### Supplied data:
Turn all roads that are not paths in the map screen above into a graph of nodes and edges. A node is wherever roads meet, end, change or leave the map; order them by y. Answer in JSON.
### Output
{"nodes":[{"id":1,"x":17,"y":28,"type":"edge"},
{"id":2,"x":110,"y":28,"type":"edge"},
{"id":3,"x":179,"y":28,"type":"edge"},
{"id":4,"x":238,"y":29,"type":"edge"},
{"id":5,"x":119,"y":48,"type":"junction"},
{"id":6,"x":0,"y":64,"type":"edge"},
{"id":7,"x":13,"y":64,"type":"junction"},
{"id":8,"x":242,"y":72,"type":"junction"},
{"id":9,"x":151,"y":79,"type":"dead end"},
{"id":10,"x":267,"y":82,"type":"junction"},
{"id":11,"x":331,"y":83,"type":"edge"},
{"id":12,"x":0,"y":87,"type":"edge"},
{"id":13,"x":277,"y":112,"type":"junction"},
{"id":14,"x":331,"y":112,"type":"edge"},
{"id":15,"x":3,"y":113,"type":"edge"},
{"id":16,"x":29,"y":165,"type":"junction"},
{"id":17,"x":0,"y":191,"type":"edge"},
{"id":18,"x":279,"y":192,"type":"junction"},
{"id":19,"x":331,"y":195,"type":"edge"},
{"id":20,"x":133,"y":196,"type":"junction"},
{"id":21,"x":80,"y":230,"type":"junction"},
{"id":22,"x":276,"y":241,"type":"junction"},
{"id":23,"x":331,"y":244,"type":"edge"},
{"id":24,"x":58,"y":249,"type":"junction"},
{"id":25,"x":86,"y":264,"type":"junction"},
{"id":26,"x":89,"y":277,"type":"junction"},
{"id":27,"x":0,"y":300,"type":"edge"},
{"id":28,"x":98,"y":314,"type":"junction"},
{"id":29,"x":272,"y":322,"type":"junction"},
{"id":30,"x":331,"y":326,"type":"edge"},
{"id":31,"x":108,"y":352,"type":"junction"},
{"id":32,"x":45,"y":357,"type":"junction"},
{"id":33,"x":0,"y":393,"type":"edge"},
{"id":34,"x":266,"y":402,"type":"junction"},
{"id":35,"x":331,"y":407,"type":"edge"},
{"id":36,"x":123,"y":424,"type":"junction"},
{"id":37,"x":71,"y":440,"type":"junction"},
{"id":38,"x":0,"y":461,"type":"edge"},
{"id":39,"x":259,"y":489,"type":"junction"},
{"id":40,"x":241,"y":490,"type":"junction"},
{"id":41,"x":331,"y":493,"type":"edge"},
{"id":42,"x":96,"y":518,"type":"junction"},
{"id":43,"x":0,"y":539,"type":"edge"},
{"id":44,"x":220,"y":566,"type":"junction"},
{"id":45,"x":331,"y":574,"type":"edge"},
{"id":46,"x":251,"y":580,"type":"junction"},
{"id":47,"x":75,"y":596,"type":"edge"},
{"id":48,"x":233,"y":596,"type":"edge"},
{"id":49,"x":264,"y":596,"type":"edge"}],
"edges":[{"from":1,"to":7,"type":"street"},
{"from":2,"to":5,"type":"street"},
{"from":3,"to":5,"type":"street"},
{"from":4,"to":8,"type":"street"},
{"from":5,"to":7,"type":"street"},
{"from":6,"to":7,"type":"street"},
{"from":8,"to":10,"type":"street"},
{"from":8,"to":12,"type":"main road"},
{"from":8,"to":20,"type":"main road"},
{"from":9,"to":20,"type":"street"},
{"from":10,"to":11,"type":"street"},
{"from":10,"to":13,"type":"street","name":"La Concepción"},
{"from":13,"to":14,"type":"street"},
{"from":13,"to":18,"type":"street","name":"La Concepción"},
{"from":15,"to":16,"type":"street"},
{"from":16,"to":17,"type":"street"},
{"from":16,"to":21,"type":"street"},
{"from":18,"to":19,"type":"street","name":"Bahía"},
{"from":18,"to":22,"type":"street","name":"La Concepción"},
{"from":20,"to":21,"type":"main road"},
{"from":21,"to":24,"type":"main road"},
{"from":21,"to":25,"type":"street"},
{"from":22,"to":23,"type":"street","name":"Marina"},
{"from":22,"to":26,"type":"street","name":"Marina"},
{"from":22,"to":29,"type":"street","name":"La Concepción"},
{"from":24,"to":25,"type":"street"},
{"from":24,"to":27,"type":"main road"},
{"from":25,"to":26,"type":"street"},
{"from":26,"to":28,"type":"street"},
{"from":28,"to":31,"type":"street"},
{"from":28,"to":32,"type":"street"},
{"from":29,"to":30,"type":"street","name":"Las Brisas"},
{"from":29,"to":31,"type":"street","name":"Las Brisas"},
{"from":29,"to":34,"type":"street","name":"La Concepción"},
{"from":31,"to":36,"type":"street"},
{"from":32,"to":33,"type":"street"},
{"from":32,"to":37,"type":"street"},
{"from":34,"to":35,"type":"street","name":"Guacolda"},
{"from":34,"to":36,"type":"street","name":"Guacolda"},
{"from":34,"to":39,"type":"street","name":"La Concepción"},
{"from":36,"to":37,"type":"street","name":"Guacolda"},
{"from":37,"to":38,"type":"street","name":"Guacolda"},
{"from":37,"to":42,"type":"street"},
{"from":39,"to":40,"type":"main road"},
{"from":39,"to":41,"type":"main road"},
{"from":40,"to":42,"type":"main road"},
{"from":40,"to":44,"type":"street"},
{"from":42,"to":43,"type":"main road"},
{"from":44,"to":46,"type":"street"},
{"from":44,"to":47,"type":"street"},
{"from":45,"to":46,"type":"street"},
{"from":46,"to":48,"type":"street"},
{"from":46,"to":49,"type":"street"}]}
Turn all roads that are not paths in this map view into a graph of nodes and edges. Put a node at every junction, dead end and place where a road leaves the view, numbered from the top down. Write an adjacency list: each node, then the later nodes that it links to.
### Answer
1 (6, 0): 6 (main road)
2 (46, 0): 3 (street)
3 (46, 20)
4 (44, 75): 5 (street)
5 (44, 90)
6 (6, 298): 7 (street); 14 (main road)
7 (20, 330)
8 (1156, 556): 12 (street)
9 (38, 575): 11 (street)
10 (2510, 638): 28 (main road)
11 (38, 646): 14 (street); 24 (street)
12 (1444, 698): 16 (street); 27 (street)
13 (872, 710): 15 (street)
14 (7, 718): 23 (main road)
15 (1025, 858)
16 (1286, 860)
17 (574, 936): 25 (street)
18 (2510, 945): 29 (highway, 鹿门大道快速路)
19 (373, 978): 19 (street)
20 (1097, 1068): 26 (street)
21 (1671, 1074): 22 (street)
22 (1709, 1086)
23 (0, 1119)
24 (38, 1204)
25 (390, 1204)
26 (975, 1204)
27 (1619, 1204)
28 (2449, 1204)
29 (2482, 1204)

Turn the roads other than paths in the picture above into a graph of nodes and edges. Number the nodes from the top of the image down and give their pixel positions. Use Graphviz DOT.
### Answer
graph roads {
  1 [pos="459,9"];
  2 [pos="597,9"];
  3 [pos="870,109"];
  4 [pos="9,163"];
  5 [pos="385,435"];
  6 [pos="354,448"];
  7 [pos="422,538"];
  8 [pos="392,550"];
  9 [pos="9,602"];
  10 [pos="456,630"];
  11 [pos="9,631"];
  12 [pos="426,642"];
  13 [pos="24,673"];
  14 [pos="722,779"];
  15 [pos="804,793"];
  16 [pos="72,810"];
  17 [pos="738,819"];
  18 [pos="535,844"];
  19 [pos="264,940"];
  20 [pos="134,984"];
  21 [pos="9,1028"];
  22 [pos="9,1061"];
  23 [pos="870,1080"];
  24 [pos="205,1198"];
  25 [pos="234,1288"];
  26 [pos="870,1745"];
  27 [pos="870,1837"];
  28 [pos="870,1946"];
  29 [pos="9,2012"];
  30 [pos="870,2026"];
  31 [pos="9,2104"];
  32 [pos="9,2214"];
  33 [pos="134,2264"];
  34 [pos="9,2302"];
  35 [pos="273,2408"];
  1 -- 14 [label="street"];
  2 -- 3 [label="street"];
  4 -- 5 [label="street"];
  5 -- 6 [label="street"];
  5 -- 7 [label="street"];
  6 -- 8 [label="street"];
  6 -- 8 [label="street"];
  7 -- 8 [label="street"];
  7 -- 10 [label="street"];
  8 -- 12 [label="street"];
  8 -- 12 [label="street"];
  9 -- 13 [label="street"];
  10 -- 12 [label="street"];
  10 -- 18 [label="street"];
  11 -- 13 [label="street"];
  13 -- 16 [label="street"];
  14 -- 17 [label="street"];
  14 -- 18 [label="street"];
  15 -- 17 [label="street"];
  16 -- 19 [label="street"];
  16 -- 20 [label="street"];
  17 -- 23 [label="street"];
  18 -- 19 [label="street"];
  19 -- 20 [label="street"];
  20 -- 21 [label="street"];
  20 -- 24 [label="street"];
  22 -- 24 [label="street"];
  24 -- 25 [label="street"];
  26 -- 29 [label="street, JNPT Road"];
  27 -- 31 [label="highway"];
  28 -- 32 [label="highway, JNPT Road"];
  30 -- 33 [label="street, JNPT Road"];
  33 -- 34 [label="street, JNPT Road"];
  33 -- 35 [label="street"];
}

### Your task:
Say how many lines of the entries above hold the string "JNPT", and say nothing besides the number.

### Reply to the task:
4